Section C: Extended Response


Question 7: Prokaryotic Gene Regulation

(a) Using the lac operon as an example, explain how an inducible operon regulates gene expression in prokaryotes. [6]

MarkGuidance
1The lac operon consists of a promoter, operator, and structural genes (lacZ, lacY, lacA) encoding enzymes for lactose metabolism;
2In the absence of lactose: a repressor protein (encoded by lacI) binds to the operator, blocking RNA polymerase from transcribing the structural genes → operon is "off";
3When lactose is present: lactose (or allolactose, its isomer) acts as an inducer by binding to the repressor protein;
4This causes a conformational change in the repressor, preventing it from binding to the operator;
5RNA polymerase can then bind to the promoter and transcribe the structural genes → mRNA is translated into enzymes (β-galactosidase, permease, transacetylase);
6This is an inducible system: genes are expressed only when the substrate (lactose) is present, conserving energy and resources.

(b) The trp operon is an example of a repressible operon.
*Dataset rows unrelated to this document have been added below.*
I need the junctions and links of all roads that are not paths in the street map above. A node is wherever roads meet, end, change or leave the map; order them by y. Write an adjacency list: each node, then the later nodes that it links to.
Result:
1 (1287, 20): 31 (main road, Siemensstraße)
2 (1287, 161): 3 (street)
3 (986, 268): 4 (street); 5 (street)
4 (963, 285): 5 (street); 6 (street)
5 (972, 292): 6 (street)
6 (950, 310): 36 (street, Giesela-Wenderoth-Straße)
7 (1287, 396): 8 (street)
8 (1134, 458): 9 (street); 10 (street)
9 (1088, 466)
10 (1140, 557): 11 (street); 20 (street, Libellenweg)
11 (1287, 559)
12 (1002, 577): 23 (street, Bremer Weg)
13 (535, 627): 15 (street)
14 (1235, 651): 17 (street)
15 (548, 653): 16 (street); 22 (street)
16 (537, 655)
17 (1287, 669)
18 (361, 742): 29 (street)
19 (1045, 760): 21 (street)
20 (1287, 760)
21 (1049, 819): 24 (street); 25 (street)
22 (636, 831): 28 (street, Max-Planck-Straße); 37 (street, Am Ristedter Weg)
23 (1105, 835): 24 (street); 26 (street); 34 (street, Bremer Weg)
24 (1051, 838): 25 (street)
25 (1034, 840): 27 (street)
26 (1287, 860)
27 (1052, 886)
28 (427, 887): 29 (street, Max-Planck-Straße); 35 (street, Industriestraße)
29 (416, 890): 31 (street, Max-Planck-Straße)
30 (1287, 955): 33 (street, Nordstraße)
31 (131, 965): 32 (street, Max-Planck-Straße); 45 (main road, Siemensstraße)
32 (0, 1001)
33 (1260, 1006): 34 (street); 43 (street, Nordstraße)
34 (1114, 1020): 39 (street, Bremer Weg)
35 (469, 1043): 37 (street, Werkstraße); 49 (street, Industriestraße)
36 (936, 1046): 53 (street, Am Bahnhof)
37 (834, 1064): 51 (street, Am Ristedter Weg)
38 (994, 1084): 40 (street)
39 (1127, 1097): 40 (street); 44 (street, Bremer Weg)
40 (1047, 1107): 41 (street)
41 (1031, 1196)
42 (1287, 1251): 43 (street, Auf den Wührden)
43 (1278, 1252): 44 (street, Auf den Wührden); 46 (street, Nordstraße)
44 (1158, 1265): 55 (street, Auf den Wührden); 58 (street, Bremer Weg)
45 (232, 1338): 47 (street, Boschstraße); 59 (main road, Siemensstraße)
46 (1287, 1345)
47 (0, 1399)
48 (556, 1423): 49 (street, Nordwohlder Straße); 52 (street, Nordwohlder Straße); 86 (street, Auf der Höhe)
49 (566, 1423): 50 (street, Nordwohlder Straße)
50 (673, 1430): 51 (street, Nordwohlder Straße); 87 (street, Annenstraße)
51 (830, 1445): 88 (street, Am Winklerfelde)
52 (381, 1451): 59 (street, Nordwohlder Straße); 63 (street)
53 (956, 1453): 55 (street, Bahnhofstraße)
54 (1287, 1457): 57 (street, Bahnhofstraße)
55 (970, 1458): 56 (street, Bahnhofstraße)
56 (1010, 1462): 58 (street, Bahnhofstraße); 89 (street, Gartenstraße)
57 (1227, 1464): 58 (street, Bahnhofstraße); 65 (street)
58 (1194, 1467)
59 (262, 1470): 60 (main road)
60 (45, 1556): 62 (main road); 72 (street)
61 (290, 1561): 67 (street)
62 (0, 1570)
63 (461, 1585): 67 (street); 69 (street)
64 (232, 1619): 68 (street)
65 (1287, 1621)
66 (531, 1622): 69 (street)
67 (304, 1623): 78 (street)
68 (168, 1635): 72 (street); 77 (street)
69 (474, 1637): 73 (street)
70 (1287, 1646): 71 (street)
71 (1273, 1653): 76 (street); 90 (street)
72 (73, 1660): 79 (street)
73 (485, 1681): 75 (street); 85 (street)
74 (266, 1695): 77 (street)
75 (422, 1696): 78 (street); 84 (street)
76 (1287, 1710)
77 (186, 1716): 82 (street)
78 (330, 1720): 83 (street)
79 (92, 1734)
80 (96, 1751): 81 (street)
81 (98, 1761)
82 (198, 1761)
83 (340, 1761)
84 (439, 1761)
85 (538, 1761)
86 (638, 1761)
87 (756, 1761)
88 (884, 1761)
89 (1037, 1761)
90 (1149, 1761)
Contrast the regulation of the trp operon with that of the lac operon, and explain the metabolic advantage of having both types of regulatory systems in a prokaryotic cell. [4]

MarkGuidance
1lac operon (inducible): normally off, turned on by inducer (lactose); trp operon (repressible): normally on, turned off by co-repressor (tryptophan);
2In trp operon, the repressor is inactive until it binds tryptophan; the tryptophan-repressor complex then binds the operator, blocking transcription;
3Metabolic advantage of inducible system: avoids wasting energy making enzymes for substrate that is absent;
4Metabolic advantage of repressible system: avoids overproducing end-product (tryptophan) when it is already abundant, saving precursors and energy. Together, they allow fine-tuned metabolic control.
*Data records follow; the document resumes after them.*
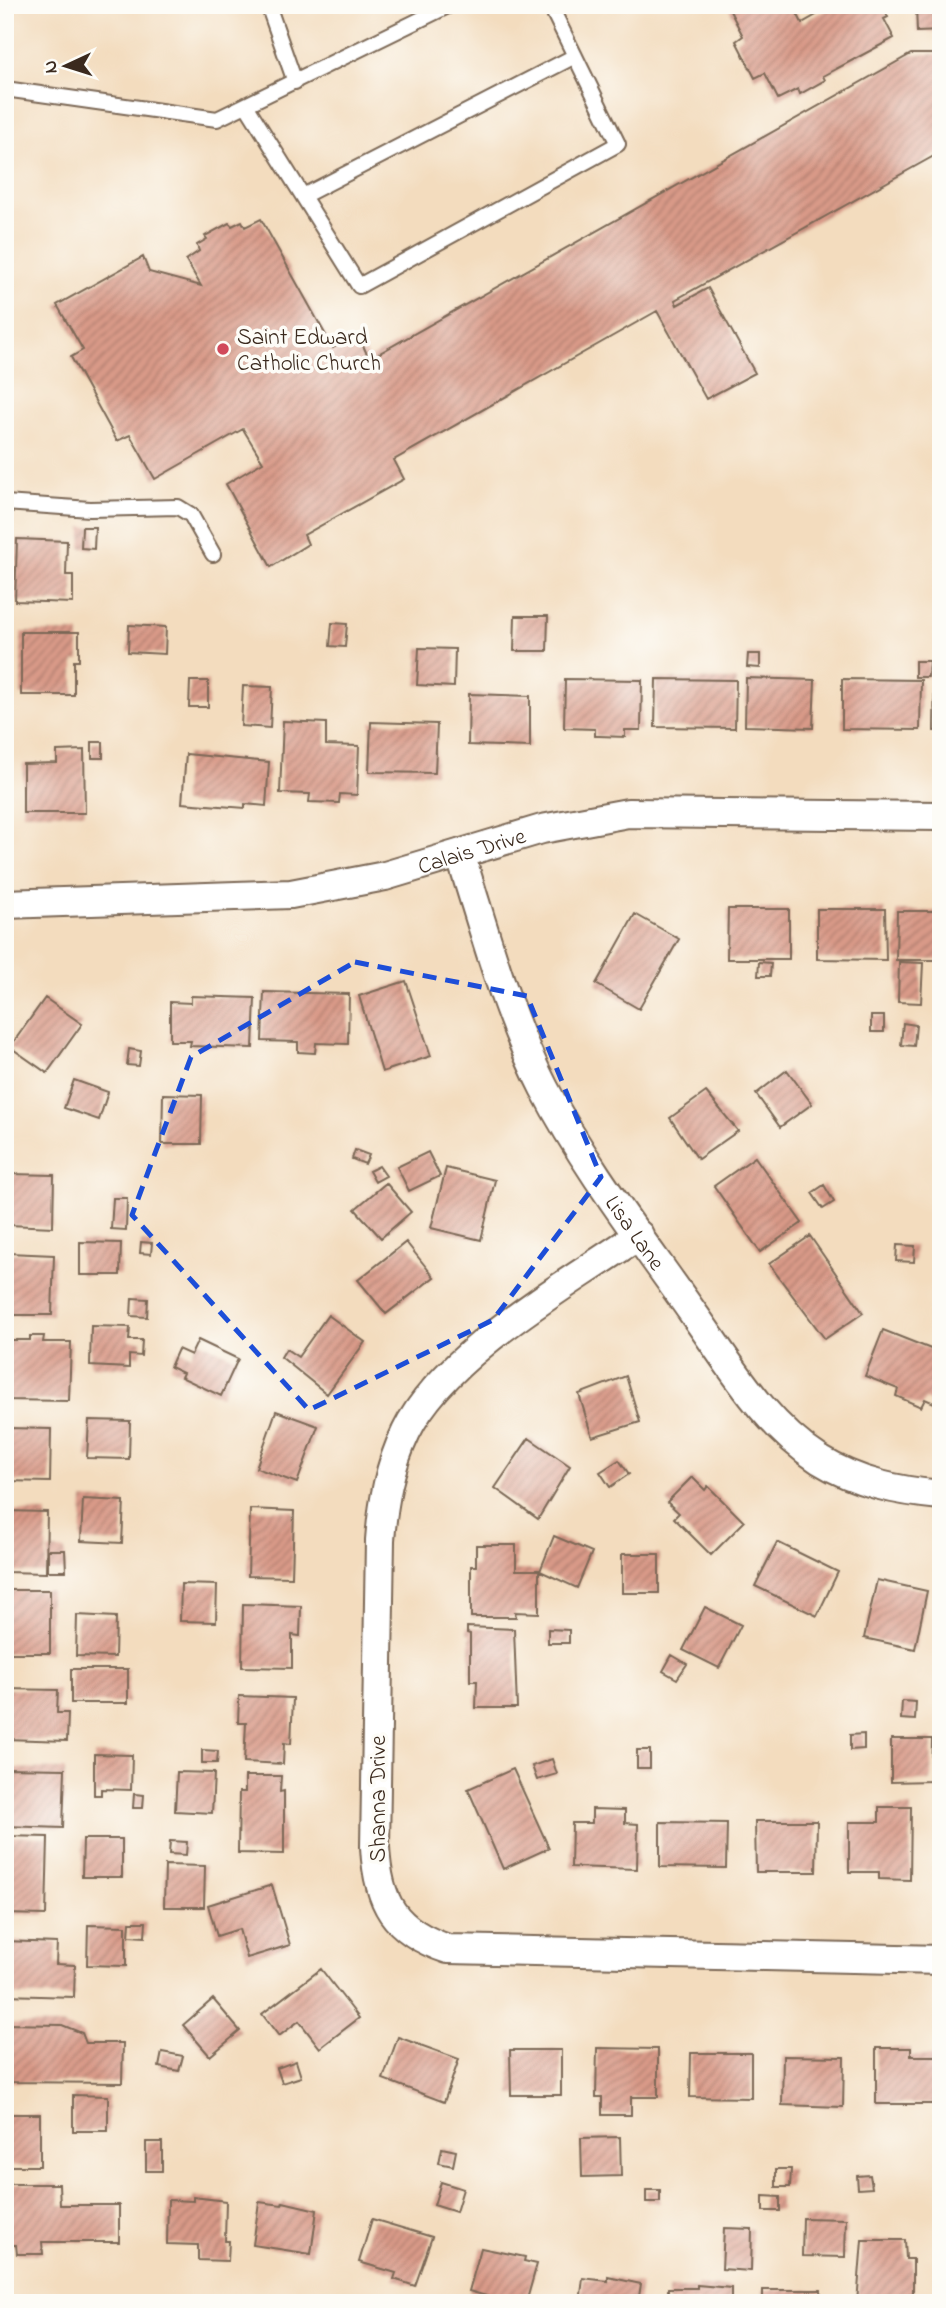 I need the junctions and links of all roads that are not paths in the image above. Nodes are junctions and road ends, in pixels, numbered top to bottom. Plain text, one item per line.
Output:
1 (268, 5) edge
2 (450, 5) edge
3 (550, 5) edge
4 (575, 56) junction
5 (295, 82) junction
6 (5, 89) edge
7 (246, 105) junction
8 (303, 196) junction
9 (5, 503) edge
10 (213, 554) dead end
11 (941, 816) edge
12 (460, 854) junction
13 (5, 904) edge
14 (639, 1236) junction
15 (941, 1494) edge
16 (941, 1960) edge

1 - 5 lane
2 - 5 lane
3 - 4 lane
4 - 8 lane
4 - 8 lane
5 - 7 lane
6 - 7 lane
7 - 8 lane
9 - 10 lane
11 - 12 street, Calais Drive
12 - 13 street, Calais Drive
12 - 14 street, Lisa Lane
14 - 15 street, Lisa Lane
14 - 16 street, Shanna Drive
Question 8: Protein Misfolding and Disease

(a) Explain how the tertiary structure of a protein is stabilised, and describe the conditions that can lead to protein denaturation and misfolding. [4]

MarkGuidance
1Tertiary structure is stabilised by: hydrogen bonds, ionic bonds (salt bridges), hydrophobic interactions, and disulfide bridges between R-groups of amino acids;
2High temperature: disrupts hydrogen bonds and hydrophobic interactions, increasing kinetic energy and causing unfolding;
3Extreme pH: alters ionisation of R-groups, disrupting ionic bonds and hydrogen bonds;
4Heavy metals / organic solvents: can disrupt disulfide bridges or hydrophobic interactions, leading to denaturation and potential misfolding.

(b) Misfolded proteins often form insoluble aggregates within cells. With reference to the hydrophobic effect, explain why misfolded proteins tend to aggregate. [3]

MarkGuidance
1In a correctly folded protein, hydrophobic R-groups are typically buried in the protein core, away from the aqueous environment;
2Misfolding exposes these hydrophobic regions to the aqueous cytoplasm;
3Exposed hydrophobic regions on different misfolded proteins interact with each other via hydrophobic interactions to minimise contact with water, leading to aggregation and insolubility.
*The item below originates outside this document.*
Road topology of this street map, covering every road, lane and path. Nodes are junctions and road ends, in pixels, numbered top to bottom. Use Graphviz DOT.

(c) Bovine spongiform encephalopathy (BSE) is a prion disease. Discuss how the misfolding of the normal prion protein (PrP^C) into the disease-associated form (PrP^Sc) leads to disease progression, and explain why prion diseases are particularly difficult to treat. [3]

MarkGuidance
1PrP^Sc acts as a template, inducing misfolding of normal PrP^C proteins into the PrP^Sc conformation upon contact → chain reaction of misfolding;
2Accumulation of insoluble PrP^Sc aggregates in neural tissue causes neuronal death, leading to spongiform degeneration of the brain and progressive neurological symptoms;
3Prion diseases are difficult to treat because: (i) PrP^Sc is highly resistant to proteases and conventional sterilisation; (ii) it does not elicit an immune response (host protein); (iii) drugs cannot easily cross the blood-brain barrier to target aggregates.

Accept any two well-explained reasons for mark 3.